Source records:
= Beginning of Section =

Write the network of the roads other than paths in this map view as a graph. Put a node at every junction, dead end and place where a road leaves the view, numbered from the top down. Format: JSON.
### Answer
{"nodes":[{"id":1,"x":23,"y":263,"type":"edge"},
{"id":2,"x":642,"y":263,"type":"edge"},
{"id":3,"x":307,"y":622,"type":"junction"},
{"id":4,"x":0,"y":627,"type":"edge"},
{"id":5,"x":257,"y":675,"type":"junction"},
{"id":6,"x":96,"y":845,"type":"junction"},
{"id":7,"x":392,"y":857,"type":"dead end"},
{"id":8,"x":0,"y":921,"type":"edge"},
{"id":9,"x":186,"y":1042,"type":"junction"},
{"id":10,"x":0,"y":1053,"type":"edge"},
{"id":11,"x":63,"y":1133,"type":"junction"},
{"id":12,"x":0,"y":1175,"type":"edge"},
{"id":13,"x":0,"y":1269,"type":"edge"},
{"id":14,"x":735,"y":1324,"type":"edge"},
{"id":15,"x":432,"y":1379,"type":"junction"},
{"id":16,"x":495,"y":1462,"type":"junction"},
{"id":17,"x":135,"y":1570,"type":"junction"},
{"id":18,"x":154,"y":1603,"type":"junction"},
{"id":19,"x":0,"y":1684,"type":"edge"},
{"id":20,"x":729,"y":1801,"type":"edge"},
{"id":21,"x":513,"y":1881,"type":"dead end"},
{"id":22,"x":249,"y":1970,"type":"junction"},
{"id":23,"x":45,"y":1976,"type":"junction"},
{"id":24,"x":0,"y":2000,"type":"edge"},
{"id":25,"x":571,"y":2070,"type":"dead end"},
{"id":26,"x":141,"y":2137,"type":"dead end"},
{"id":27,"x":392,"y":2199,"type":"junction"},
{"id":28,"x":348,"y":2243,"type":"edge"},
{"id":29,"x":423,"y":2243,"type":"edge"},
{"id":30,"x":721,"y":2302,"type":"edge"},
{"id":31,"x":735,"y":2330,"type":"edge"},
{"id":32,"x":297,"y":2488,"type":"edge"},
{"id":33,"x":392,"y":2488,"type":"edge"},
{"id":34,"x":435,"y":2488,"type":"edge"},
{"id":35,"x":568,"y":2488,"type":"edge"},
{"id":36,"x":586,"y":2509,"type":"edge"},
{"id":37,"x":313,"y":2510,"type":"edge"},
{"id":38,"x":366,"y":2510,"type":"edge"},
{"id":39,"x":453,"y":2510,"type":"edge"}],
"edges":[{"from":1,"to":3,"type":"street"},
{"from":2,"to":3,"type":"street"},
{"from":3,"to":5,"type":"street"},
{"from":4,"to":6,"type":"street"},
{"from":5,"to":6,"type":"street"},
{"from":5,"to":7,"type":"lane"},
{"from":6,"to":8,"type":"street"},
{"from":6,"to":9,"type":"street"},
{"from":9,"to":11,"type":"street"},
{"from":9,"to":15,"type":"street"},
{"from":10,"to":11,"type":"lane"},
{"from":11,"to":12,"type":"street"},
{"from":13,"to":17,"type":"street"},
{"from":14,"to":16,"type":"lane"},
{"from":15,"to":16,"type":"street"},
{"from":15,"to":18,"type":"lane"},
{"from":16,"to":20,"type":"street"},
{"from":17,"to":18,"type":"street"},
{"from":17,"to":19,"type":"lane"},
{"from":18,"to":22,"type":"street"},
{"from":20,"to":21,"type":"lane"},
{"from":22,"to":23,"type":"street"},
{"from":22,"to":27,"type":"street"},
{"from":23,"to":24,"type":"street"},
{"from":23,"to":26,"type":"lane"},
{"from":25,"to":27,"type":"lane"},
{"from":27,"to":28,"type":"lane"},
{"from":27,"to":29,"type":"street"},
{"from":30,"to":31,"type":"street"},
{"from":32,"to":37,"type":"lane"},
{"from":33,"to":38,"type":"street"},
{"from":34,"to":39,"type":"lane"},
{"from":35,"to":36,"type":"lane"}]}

= End of Section =

### Exercise brief:
Please write out the data again exactly as it stands.

### Solution for this task:
Write the network of the roads other than paths in this map view as a graph. Put a node at every junction, dead end and place where a road leaves the view, numbered from the top down. Format: JSON.
### Answer
{"nodes":[{"id":1,"x":23,"y":263,"type":"edge"},
{"id":2,"x":642,"y":263,"type":"edge"},
{"id":3,"x":307,"y":622,"type":"junction"},
{"id":4,"x":0,"y":627,"type":"edge"},
{"id":5,"x":257,"y":675,"type":"junction"},
{"id":6,"x":96,"y":845,"type":"junction"},
{"id":7,"x":392,"y":857,"type":"dead end"},
{"id":8,"x":0,"y":921,"type":"edge"},
{"id":9,"x":186,"y":1042,"type":"junction"},
{"id":10,"x":0,"y":1053,"type":"edge"},
{"id":11,"x":63,"y":1133,"type":"junction"},
{"id":12,"x":0,"y":1175,"type":"edge"},
{"id":13,"x":0,"y":1269,"type":"edge"},
{"id":14,"x":735,"y":1324,"type":"edge"},
{"id":15,"x":432,"y":1379,"type":"junction"},
{"id":16,"x":495,"y":1462,"type":"junction"},
{"id":17,"x":135,"y":1570,"type":"junction"},
{"id":18,"x":154,"y":1603,"type":"junction"},
{"id":19,"x":0,"y":1684,"type":"edge"},
{"id":20,"x":729,"y":1801,"type":"edge"},
{"id":21,"x":513,"y":1881,"type":"dead end"},
{"id":22,"x":249,"y":1970,"type":"junction"},
{"id":23,"x":45,"y":1976,"type":"junction"},
{"id":24,"x":0,"y":2000,"type":"edge"},
{"id":25,"x":571,"y":2070,"type":"dead end"},
{"id":26,"x":141,"y":2137,"type":"dead end"},
{"id":27,"x":392,"y":2199,"type":"junction"},
{"id":28,"x":348,"y":2243,"type":"edge"},
{"id":29,"x":423,"y":2243,"type":"edge"},
{"id":30,"x":721,"y":2302,"type":"edge"},
{"id":31,"x":735,"y":2330,"type":"edge"},
{"id":32,"x":297,"y":2488,"type":"edge"},
{"id":33,"x":392,"y":2488,"type":"edge"},
{"id":34,"x":435,"y":2488,"type":"edge"},
{"id":35,"x":568,"y":2488,"type":"edge"},
{"id":36,"x":586,"y":2509,"type":"edge"},
{"id":37,"x":313,"y":2510,"type":"edge"},
{"id":38,"x":366,"y":2510,"type":"edge"},
{"id":39,"x":453,"y":2510,"type":"edge"}],
"edges":[{"from":1,"to":3,"type":"street"},
{"from":2,"to":3,"type":"street"},
{"from":3,"to":5,"type":"street"},
{"from":4,"to":6,"type":"street"},
{"from":5,"to":6,"type":"street"},
{"from":5,"to":7,"type":"lane"},
{"from":6,"to":8,"type":"street"},
{"from":6,"to":9,"type":"street"},
{"from":9,"to":11,"type":"street"},
{"from":9,"to":15,"type":"street"},
{"from":10,"to":11,"type":"lane"},
{"from":11,"to":12,"type":"street"},
{"from":13,"to":17,"type":"street"},
{"from":14,"to":16,"type":"lane"},
{"from":15,"to":16,"type":"street"},
{"from":15,"to":18,"type":"lane"},
{"from":16,"to":20,"type":"street"},
{"from":17,"to":18,"type":"street"},
{"from":17,"to":19,"type":"lane"},
{"from":18,"to":22,"type":"street"},
{"from":20,"to":21,"type":"lane"},
{"from":22,"to":23,"type":"street"},
{"from":22,"to":27,"type":"street"},
{"from":23,"to":24,"type":"street"},
{"from":23,"to":26,"type":"lane"},
{"from":25,"to":27,"type":"lane"},
{"from":27,"to":28,"type":"lane"},
{"from":27,"to":29,"type":"street"},
{"from":30,"to":31,"type":"street"},
{"from":32,"to":37,"type":"lane"},
{"from":33,"to":38,"type":"street"},
{"from":34,"to":39,"type":"lane"},
{"from":35,"to":36,"type":"lane"}]}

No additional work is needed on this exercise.